>>>

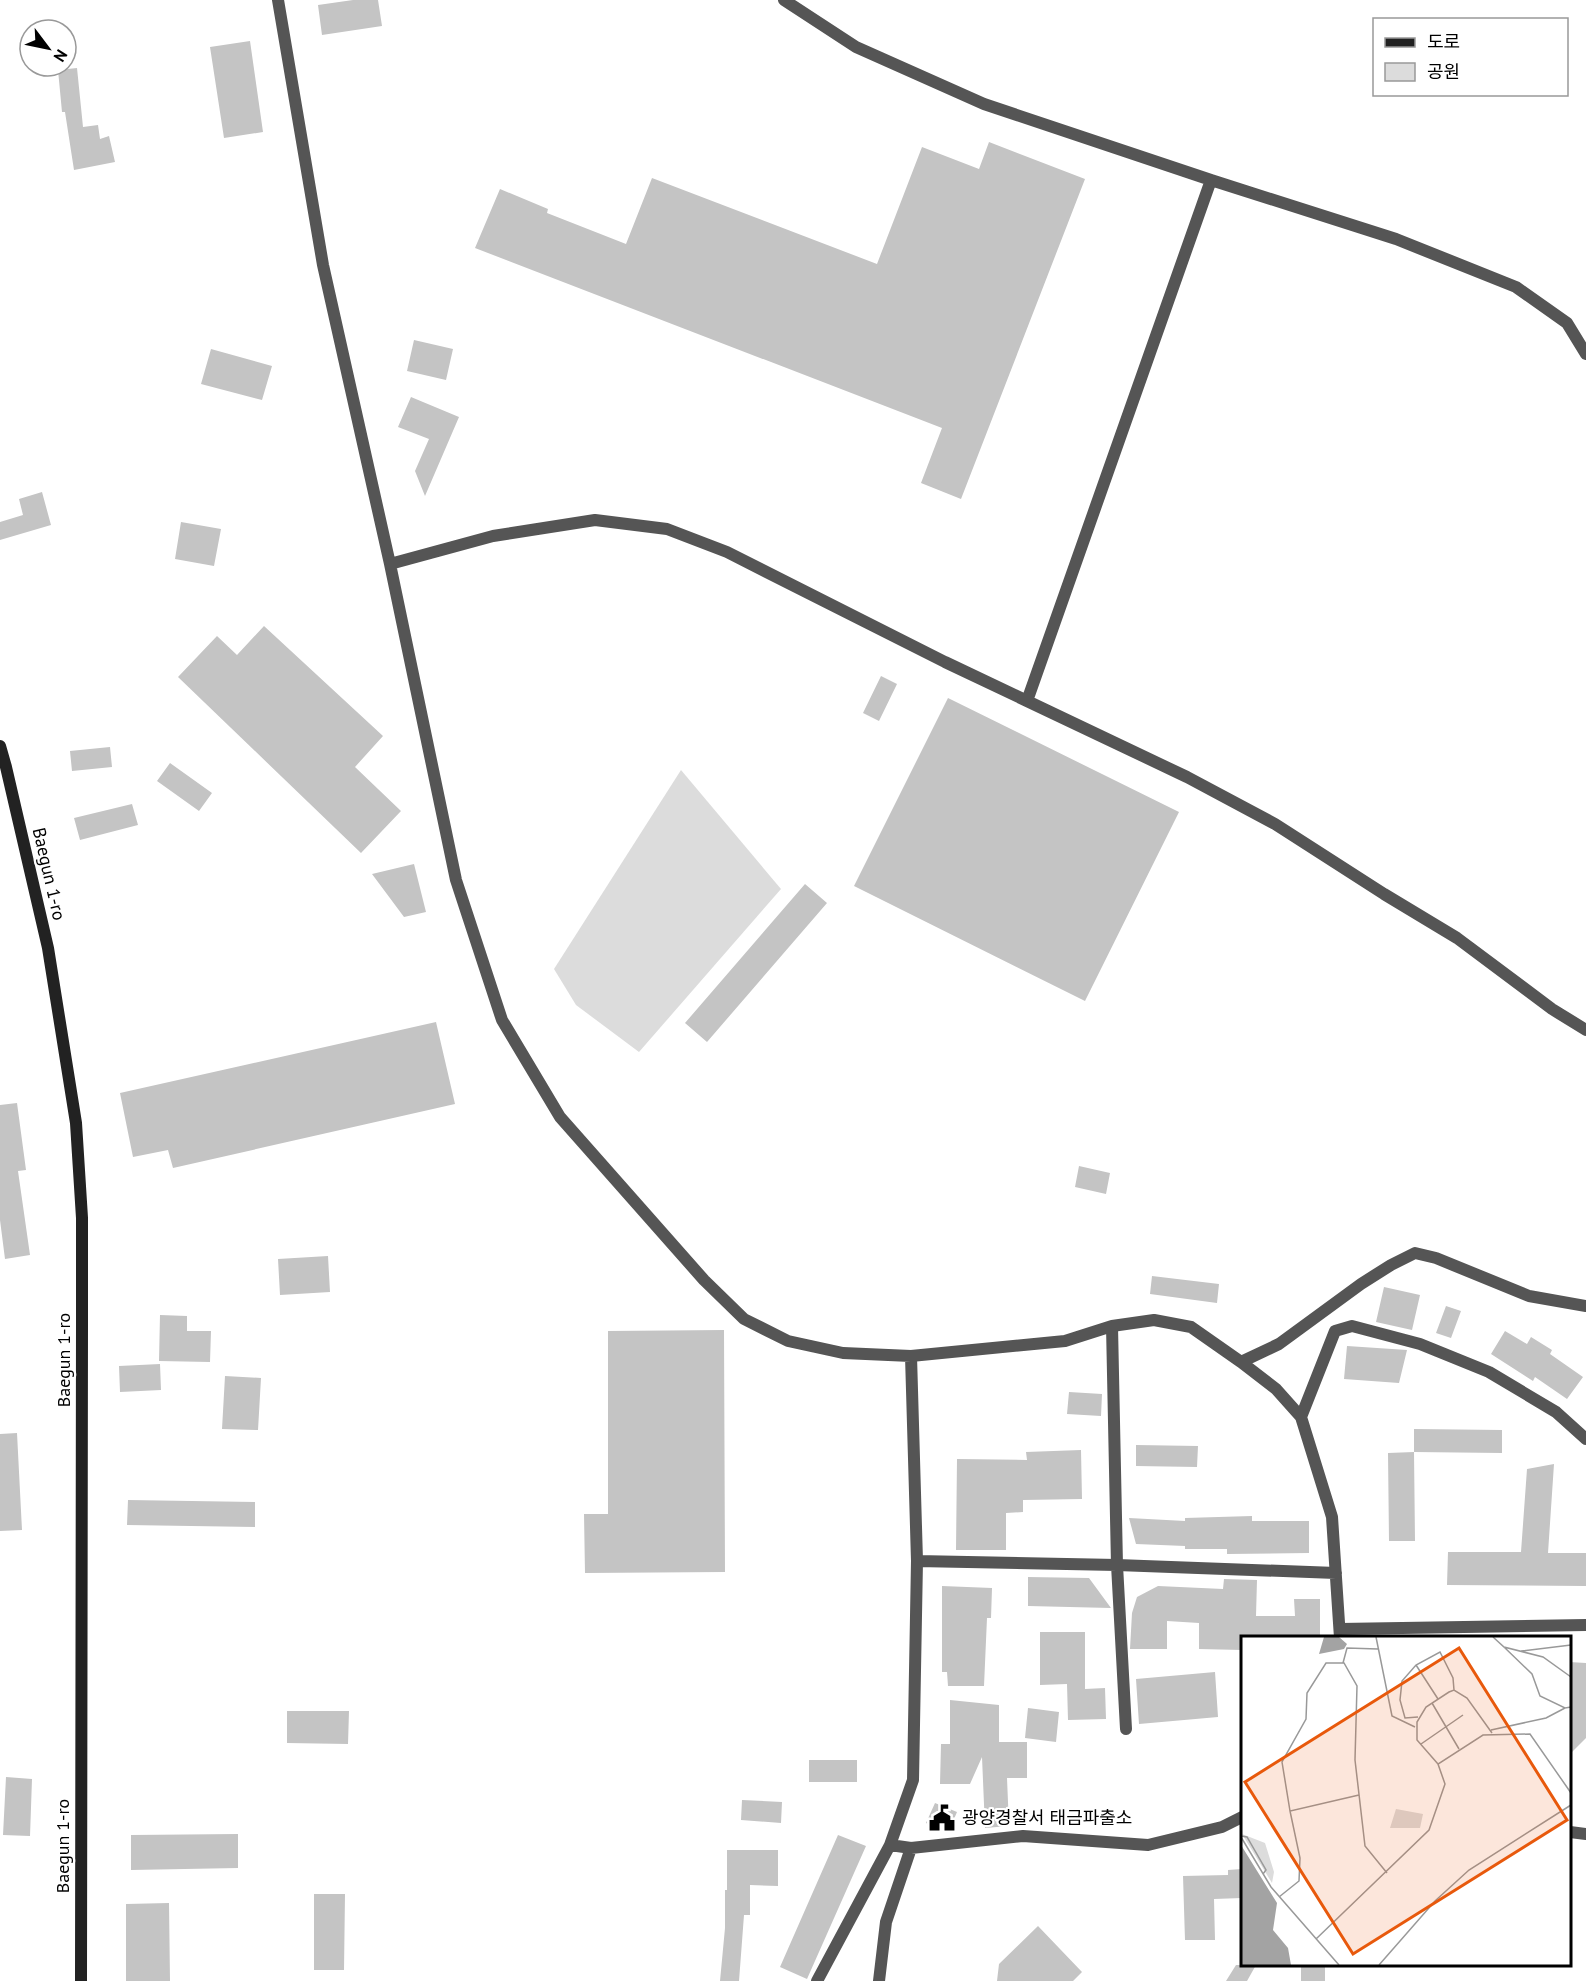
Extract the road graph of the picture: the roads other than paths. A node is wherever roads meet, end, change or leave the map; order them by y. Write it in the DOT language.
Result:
graph roads {
  1 [pos="278,0"];
  2 [pos="784,0"];
  3 [pos="1211,180"];
  4 [pos="1586,354"];
  5 [pos="390,564"];
  6 [pos="1027,701"];
  7 [pos="0,746"];
  8 [pos="1586,1030"];
  9 [pos="1586,1306"];
  10 [pos="1112,1326"];
  11 [pos="911,1356"];
  12 [pos="1241,1362"];
  13 [pos="1301,1416"];
  14 [pos="1586,1439"];
  15 [pos="917,1561"];
  16 [pos="1117,1565"];
  17 [pos="1336,1573"];
  18 [pos="1586,1625"];
  19 [pos="1340,1633"];
  20 [pos="1126,1729"];
  21 [pos="1241,1818"];
  22 [pos="1571,1832"];
  23 [pos="1586,1834"];
  24 [pos="890,1845"];
  25 [pos="911,1848"];
  26 [pos="81,1981"];
  27 [pos="817,1981"];
  28 [pos="879,1981"];
  1 -- 5 [label="street"];
  2 -- 3 [label="street"];
  3 -- 4 [label="street"];
  3 -- 6 [label="street"];
  5 -- 6 [label="street"];
  5 -- 11 [label="street"];
  6 -- 8 [label="street"];
  7 -- 26 [label="main road, Baegun 1-ro"];
  9 -- 12 [label="street"];
  10 -- 11 [label="street"];
  10 -- 12 [label="street"];
  10 -- 16 [label="street"];
  11 -- 15 [label="street"];
  12 -- 13 [label="street"];
  13 -- 14 [label="street"];
  13 -- 17 [label="street"];
  15 -- 16 [label="street"];
  15 -- 24 [label="street"];
  16 -- 17 [label="street"];
  16 -- 20 [label="street"];
  17 -- 19 [label="street"];
  18 -- 19 [label="street"];
  21 -- 25 [label="street"];
  22 -- 23 [label="street"];
  24 -- 25 [label="street"];
  24 -- 27 [label="street"];
  25 -- 28 [label="street"];
}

<<<

A verbatim copy of every record above is required, with all pictures omitted.

Extract the road graph of the picture: the roads other than paths. A node is wherever roads meet, end, change or leave the map; order them by y. Write it in the DOT language.
Result:
graph roads {
  1 [pos="278,0"];
  2 [pos="784,0"];
  3 [pos="1211,180"];
  4 [pos="1586,354"];
  5 [pos="390,564"];
  6 [pos="1027,701"];
  7 [pos="0,746"];
  8 [pos="1586,1030"];
  9 [pos="1586,1306"];
  10 [pos="1112,1326"];
  11 [pos="911,1356"];
  12 [pos="1241,1362"];
  13 [pos="1301,1416"];
  14 [pos="1586,1439"];
  15 [pos="917,1561"];
  16 [pos="1117,1565"];
  17 [pos="1336,1573"];
  18 [pos="1586,1625"];
  19 [pos="1340,1633"];
  20 [pos="1126,1729"];
  21 [pos="1241,1818"];
  22 [pos="1571,1832"];
  23 [pos="1586,1834"];
  24 [pos="890,1845"];
  25 [pos="911,1848"];
  26 [pos="81,1981"];
  27 [pos="817,1981"];
  28 [pos="879,1981"];
  1 -- 5 [label="street"];
  2 -- 3 [label="street"];
  3 -- 4 [label="street"];
  3 -- 6 [label="street"];
  5 -- 6 [label="street"];
  5 -- 11 [label="street"];
  6 -- 8 [label="street"];
  7 -- 26 [label="main road, Baegun 1-ro"];
  9 -- 12 [label="street"];
  10 -- 11 [label="street"];
  10 -- 12 [label="street"];
  10 -- 16 [label="street"];
  11 -- 15 [label="street"];
  12 -- 13 [label="street"];
  13 -- 14 [label="street"];
  13 -- 17 [label="street"];
  15 -- 16 [label="street"];
  15 -- 24 [label="street"];
  16 -- 17 [label="street"];
  16 -- 20 [label="street"];
  17 -- 19 [label="street"];
  18 -- 19 [label="street"];
  21 -- 25 [label="street"];
  22 -- 23 [label="street"];
  24 -- 25 [label="street"];
  24 -- 27 [label="street"];
  25 -- 28 [label="street"];
}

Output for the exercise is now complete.